The study undertaken by two political scientists – Rory Costello of the Department of Politics and Public Administration in the University of Limerick and Robert Thomson Head Of School Of Govt And Public Policy at the University of Strathclyde in Glasgow – shows that, contrary to received wisdom, Labour implemented the majority of its promises and had a big influence on government policy.
In fact, Labour emerges as marginally better than Fine Gael at getting its election promises implemented.
The academics adopted a strict definition of what counted as a pledge. It must have been a clear commitment to carry out some specific action or produce some specific outcome.
They identified 421 clear, testable pledges made by the two parties, with 235 from Fine Gael and 186 from Labour.
The breakdown for the two parties taken together shows that 44 per cent of the pledges were fully fulfilled, 18 per cent partially fulfilled and 39 per cent not fulfilled.
Labour managed to fully or partially fulfil 62 per cent of pledges while Fine Gael implemented 60 per cent of its pledges.
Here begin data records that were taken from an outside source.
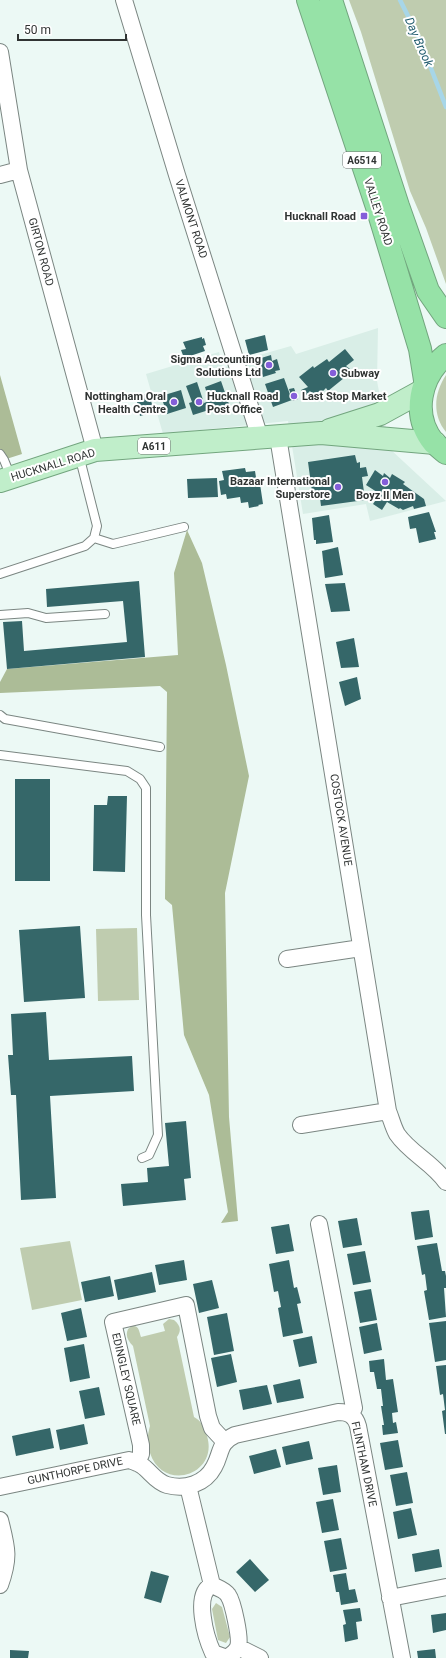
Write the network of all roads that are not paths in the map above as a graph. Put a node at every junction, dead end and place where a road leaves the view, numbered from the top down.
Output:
1 (124, 0) edge
2 (308, 0) edge
3 (331, 0) edge
4 (0, 52) edge
5 (19, 170) junction
6 (0, 175) edge
7 (446, 317) edge
8 (446, 355) edge
9 (424, 386) junction
10 (321, 433) junction
11 (269, 437) junction
12 (440, 448) edge
13 (87, 453) junction
14 (0, 454) edge
15 (6, 479) edge
16 (184, 528) dead end
17 (94, 538) junction
18 (0, 574) edge
19 (106, 614) dead end
20 (0, 615) edge
21 (0, 714) edge
22 (160, 747) dead end
23 (0, 755) edge
24 (362, 948) junction
25 (287, 959) dead end
26 (388, 1111) junction
27 (301, 1125) dead end
28 (142, 1158) dead end
29 (446, 1182) edge
30 (319, 1224) dead end
31 (351, 1414) junction
32 (225, 1442) junction
33 (137, 1463) junction
34 (188, 1486) junction
35 (0, 1488) edge
36 (0, 1520) edge
37 (0, 1585) edge
38 (212, 1585) junction
39 (446, 1588) edge
40 (390, 1598) junction
41 (223, 1655) edge
42 (260, 1658) edge
43 (402, 1658) edge

1 - 11 street, VALMONT ROAD
2 - 9 highway, VALLEY ROAD / A6514
3 - 7 highway, VALLEY ROAD / A6514
4 - 5 street, GIRTON ROAD
5 - 6 street
5 - 13 street, GIRTON ROAD
8 - 9 highway
9 - 10 main road, HUCKNALL ROAD / A611
9 - 12 highway, VALLEY ROAD
10 - 11 main road, HUCKNALL ROAD / A611
10 - 12 main road, HUCKNALL ROAD / A611
11 - 13 main road, HUCKNALL ROAD / A611
11 - 24 street, COSTOCK AVENUE
13 - 15 main road, HUCKNALL ROAD / A611
13 - 17 lane
14 - 15 lane
16 - 17 lane
17 - 18 lane
19 - 20 lane
21 - 22 lane
23 - 28 lane
24 - 25 street
24 - 26 street, COSTOCK AVENUE
26 - 27 street
26 - 29 street, COSTOCK AVENUE
30 - 31 street, FLINTHAM DRIVE
31 - 32 street
31 - 40 street, FLINTHAM DRIVE
32 - 33 street, EDINGLEY SQUARE
32 - 34 street
33 - 34 street, GUNTHORPE DRIVE
33 - 35 street, GUNTHORPE DRIVE
34 - 38 street
36 - 37 street
38 - 41 street
38 - 41 street
39 - 40 street
40 - 43 street, FLINTHAM DRIVE
41 - 42 street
While Fine Gael fulfilled a greater number of pledges in total, the percentage favoured Labour so, contrary to most of the received wisdom, the party punched above its weight in Government.
The outgoing Government fares well by comparison with the implementing of election pledges by previous coalitions.
"As a point of comparison, these numbers are similar to the rate of fulfilment achieved by the Fianna Fáil- PD coalition in 2002-2007. We found Fianna Fáil to have fully fulfilled 50 per cent of their pledges during that government, while the Progressive Democrats fully fulfilled 47 per cent," says the study.
"They exceed the rate of fulfilment of the previous government of 2007-2011, which is not surprising given the financial crisis that struck that government - we found Fianna Fáil to have fully fulfilled 30 per cent of their 2007 pledges, while the Green Party fully fulfilled 20 per cent and the PDs 28 per cent."
The academics say that, broken down by policy area, they found that parties fulfil more pledges when they hold the relevant ministry.
Areas where Labour fulfilled relatively higher numbers of their pledges include education, including, for example, a pledge to recognise Educate Together as a patron at second level, and social protection, for example, a pledge to create the JobBridge internship scheme.
Fine Gael fulfilled relatively more pledges in areas such as justice, including a pledge to revisit the decision to build a prison at Thornton Hall, and health, including a pledge to introduce risk equalisation in the health insurance market.
The authors do not try to distinguish between pledges in terms of how important they are, as they say this would result in a very subjective evaluation.
“Some unfulfilled pledges are undoubtedly very significant, such as the Labour pledge that ‘Labour does not favour water charges’, or the Fine Gael pledge to introduce a site sale profits tax, rather than an annual recurring property tax, or a pledge to prepare the groundwork for Universal Health Insurance which has now been put on the long finger.”
They also say they looked only at manifesto pledges: Labour made a public pledge not to increase university tuition fees, but that was not in their manifesto.
The research will be published in the book How Ireland Voted 2016 (Palgrave) after the election.